Securities Fraud Litigation
On November 25, 2020, Liberated Syndication Inc. (the “Company”), as plaintiff, on its own behalf and derivatively on behalf of its former parent company, FAB Universal Corporation (“FAB”), filed a complaint (the “Action”) in a Federal District Court (the “Court”) against Hongcheng Zhang; JunHao International Investment Limited; BoHaiHong International Investment Limited; TengDa International Investment Limited, Beijing Jingjcai Wuxian Cultural Communications Co., Ltd; and other parties named therein, including former employees and associates of Fab Jincai Group (collectively, the “Defendants”). The Company has recently discovered that certain of the Defendants obtained shares of common stock of FAB (formerly known as Wizzard Software Corporation) through fraudulent activities that began in 2012. Due to their ownership of FAB common stock, upon the distribution of the Company from FAB, these Defendants became significant stockholders of the Company.
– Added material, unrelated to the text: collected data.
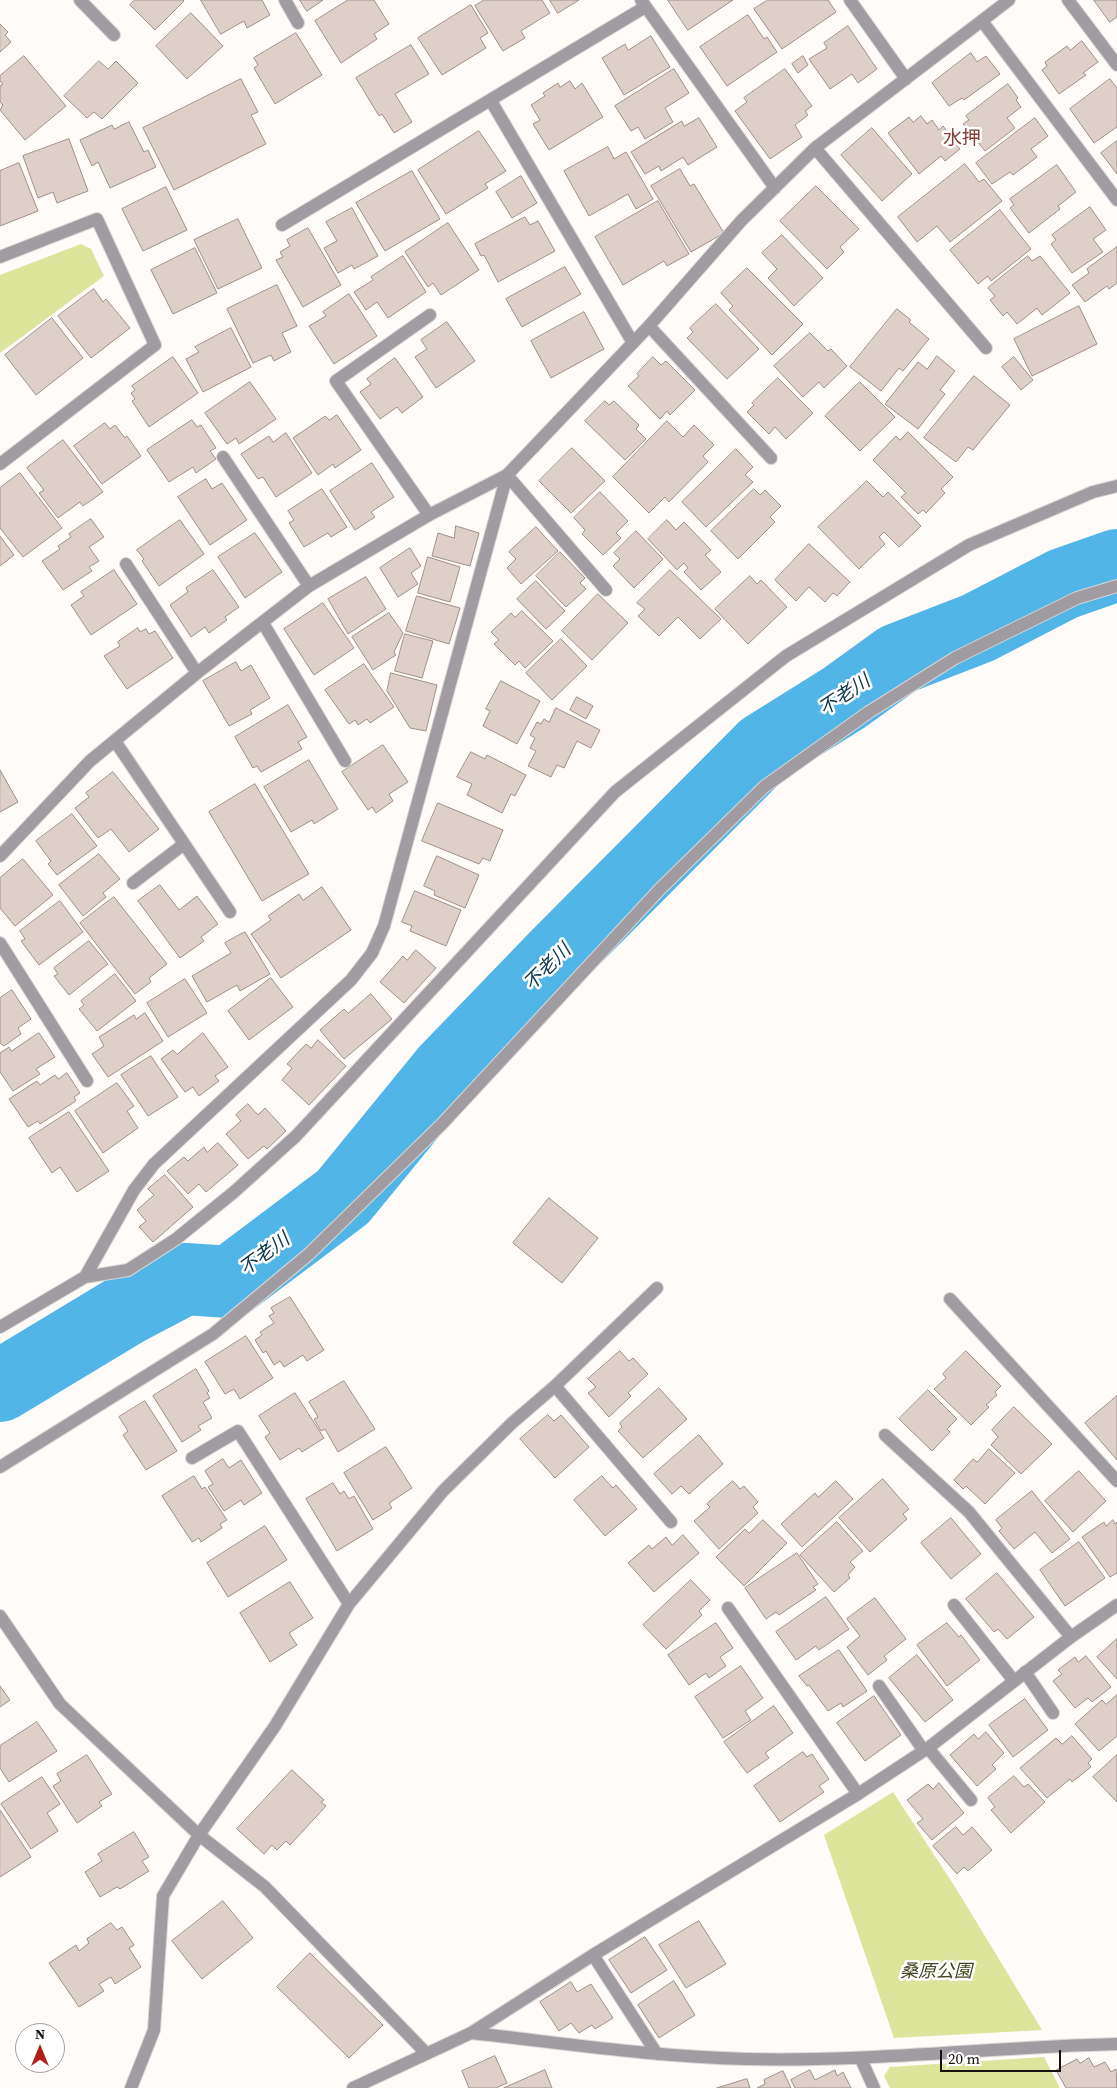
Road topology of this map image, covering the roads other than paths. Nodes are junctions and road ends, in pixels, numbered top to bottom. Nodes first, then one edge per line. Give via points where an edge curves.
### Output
1 (80, 0) edge
2 (285, 0) edge
3 (850, 0) edge
4 (1009, 0) edge
5 (1068, 0) edge
6 (643, 4) edge
7 (982, 21) junction
8 (298, 23) dead end
9 (114, 35) dead end
10 (1117, 65) edge
11 (906, 79) junction
12 (491, 101) junction
13 (815, 148) junction
14 (775, 188) junction
15 (1117, 200) edge
16 (282, 226) dead end
17 (0, 257) edge
18 (430, 315) dead end
19 (649, 326) junction
20 (633, 343) junction
21 (986, 348) dead end
22 (223, 457) dead end
23 (772, 458) dead end
24 (0, 464) edge
25 (507, 475) junction
26 (1117, 486) edge
27 (429, 515) junction
28 (126, 564) dead end
29 (309, 586) junction
30 (1117, 586) edge
31 (606, 590) dead end
32 (263, 623) junction
33 (198, 672) junction
34 (115, 741) junction
35 (345, 761) dead end
36 (184, 844) junction
37 (0, 856) edge
38 (133, 883) dead end
39 (230, 912) dead end
40 (0, 944) edge
41 (87, 1081) dead end
42 (84, 1276) junction
43 (658, 1288) dead end
44 (950, 1299) dead end
45 (0, 1326) edge
46 (555, 1386) junction
47 (885, 1435) dead end
48 (192, 1458) dead end
49 (0, 1467) edge
50 (1117, 1481) edge
51 (671, 1522) dead end
52 (349, 1604) junction
53 (954, 1605) dead end
54 (1117, 1605) edge
55 (728, 1608) dead end
56 (0, 1616) edge
57 (1071, 1637) junction
58 (1025, 1672) junction
59 (1014, 1680) junction
60 (879, 1686) dead end
61 (1053, 1713) dead end
62 (926, 1749) junction
63 (858, 1794) junction
64 (970, 1800) dead end
65 (199, 1835) junction
66 (593, 1954) junction
67 (471, 2033) junction
68 (1117, 2044) edge
69 (426, 2053) junction
70 (657, 2054) junction
71 (861, 2059) junction
72 (131, 2088) edge
73 (353, 2088) edge
74 (874, 2088) edge

1 - 9 street
2 - 8 street
3 - 11 street
4 - 7 street
5 - 10 street
6 - 12 street
6 - 14 street
7 - 11 street
7 - 15 street
11 - 13 street
12 - 16 street
12 - 20 street
13 - 14 street
13 - 21 street
14 - 19 street via 741,221
17 - 24 street via 97,219 155,345
18 - 27 street via 336,381
19 - 20 street
19 - 23 street
20 - 25 street
22 - 29 street
25 - 27 street
25 - 31 street
25 - 42 street via 386,917 372,953 351,980 154,1164 134,1190
26 - 42 street via 1093,492 969,545 786,656 615,792 296,1136 234,1192 176,1240 128,1270
27 - 29 street
28 - 33 street
29 - 32 street
30 - 49 street via 1077,598 955,658 869,712 764,787 660,889 442,1124 309,1254 213,1334
32 - 33 street
32 - 35 street
33 - 34 street
34 - 36 street
34 - 37 street via 90,761
36 - 38 street
36 - 39 street
40 - 41 street
42 - 45 street
43 - 46 street
44 - 50 street
46 - 51 street
46 - 52 street via 443,1491
47 - 57 street via 969,1512
48 - 52 street via 238,1431
52 - 65 street via 275,1726
53 - 59 street
54 - 57 street
55 - 63 street
56 - 65 street via 60,1704
57 - 58 street
58 - 59 street
58 - 61 street
59 - 62 street
60 - 62 street
62 - 63 street
62 - 64 street
63 - 66 street
65 - 69 street via 265,1886
65 - 72 street via 164,1896 154,2030
66 - 67 street
66 - 70 street
67 - 69 street
67 - 70 street
68 - 71 street
69 - 73 street
70 - 71 street via 746,2059
71 - 74 street

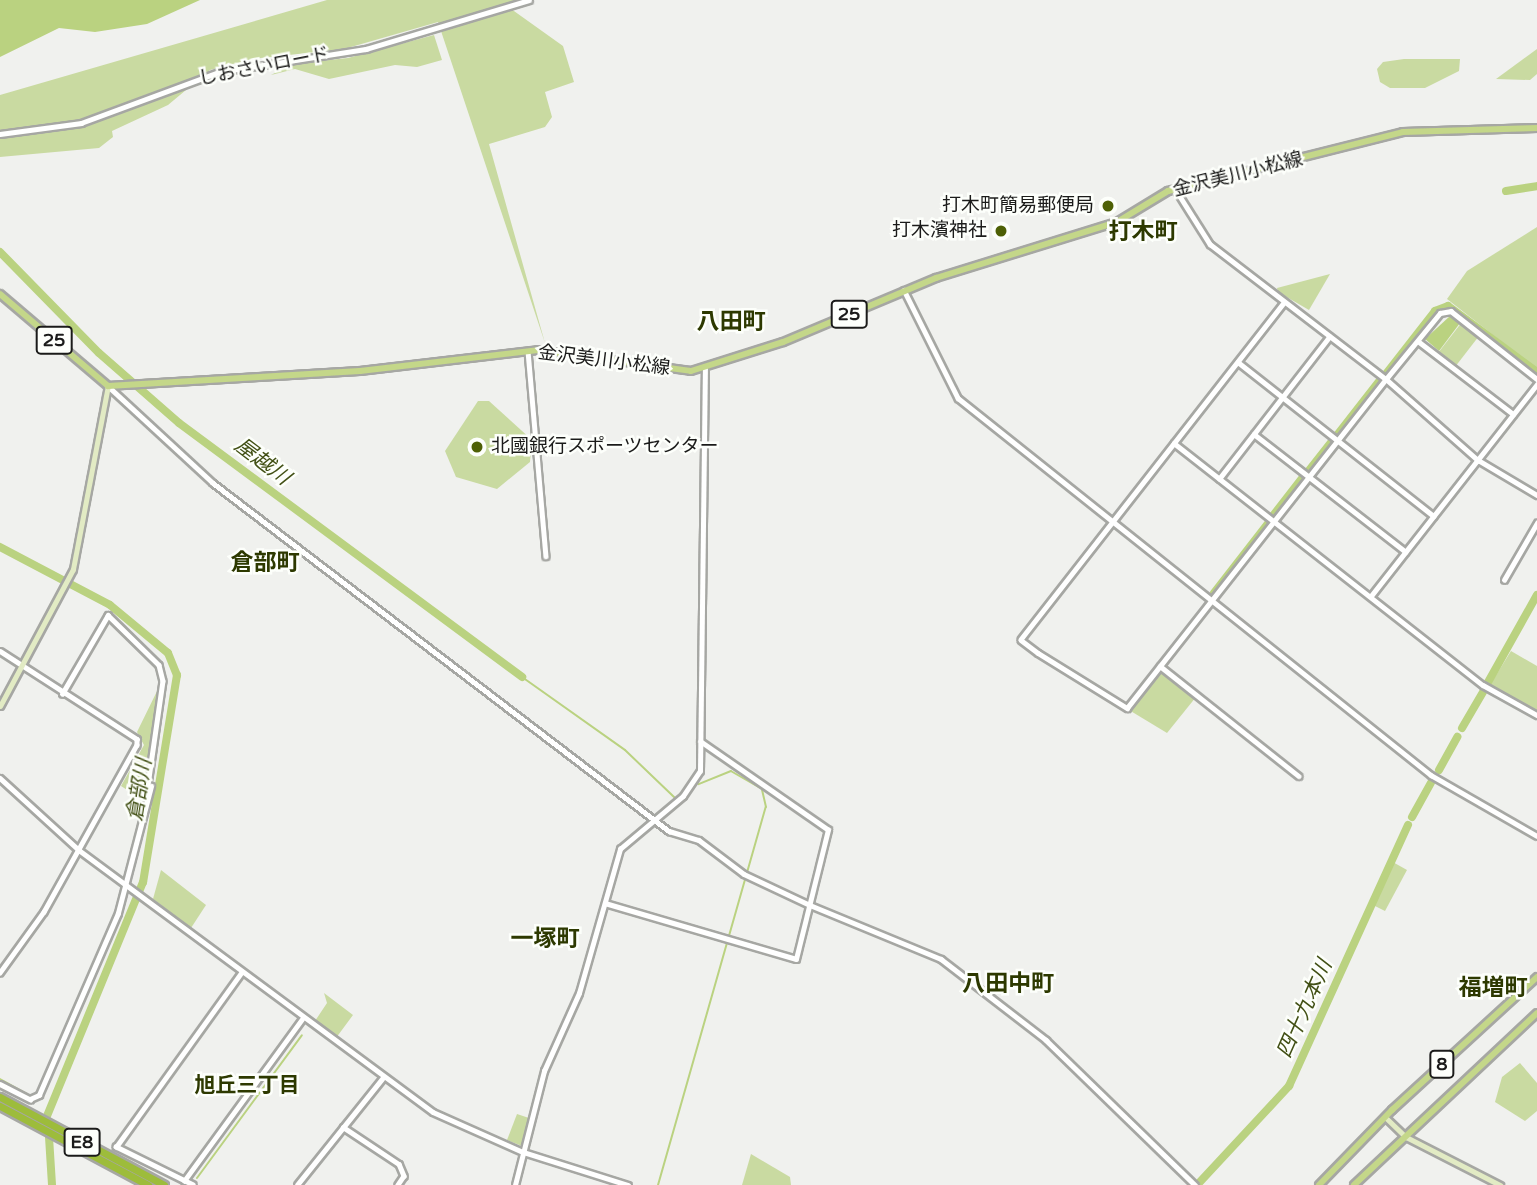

Certain of the Defendants, who are domiciled in China, have been convicted of crimes in China related to their activities, including those with FAB. The Company’s Action alleges that the Defendants and certain companies owned by them (the “BVI Entities”) have committed, against the Company and derivatively on behalf of FAB, among other things, securities fraud under Colorado law, fraudulent concealment or nondisclosure of material information, and fraudulent representations. The Company seeks, on its own behalf and derivatively on behalf of FAB, among other things, (i) injunctive relief barring the Defendants and the BVI Entities from voting their stockholdings in the Company or acquiring any additional beneficial ownership of the Company, (ii) a declaration that any claim to the Company’s common stock or proceeds from it by the Defendants and BVI Entities is null and void, and (iii) the imposition of a constructive trust with respect to the Company’s common stock held by the Defendants and the BVI Entities for the benefit of the Company or FAB.
Pursuant to the requirements of the Securities Exchange Act of 1934, the Registrant has duly caused this report to be signed on its behalf by the undersigned hereunto duly authorized.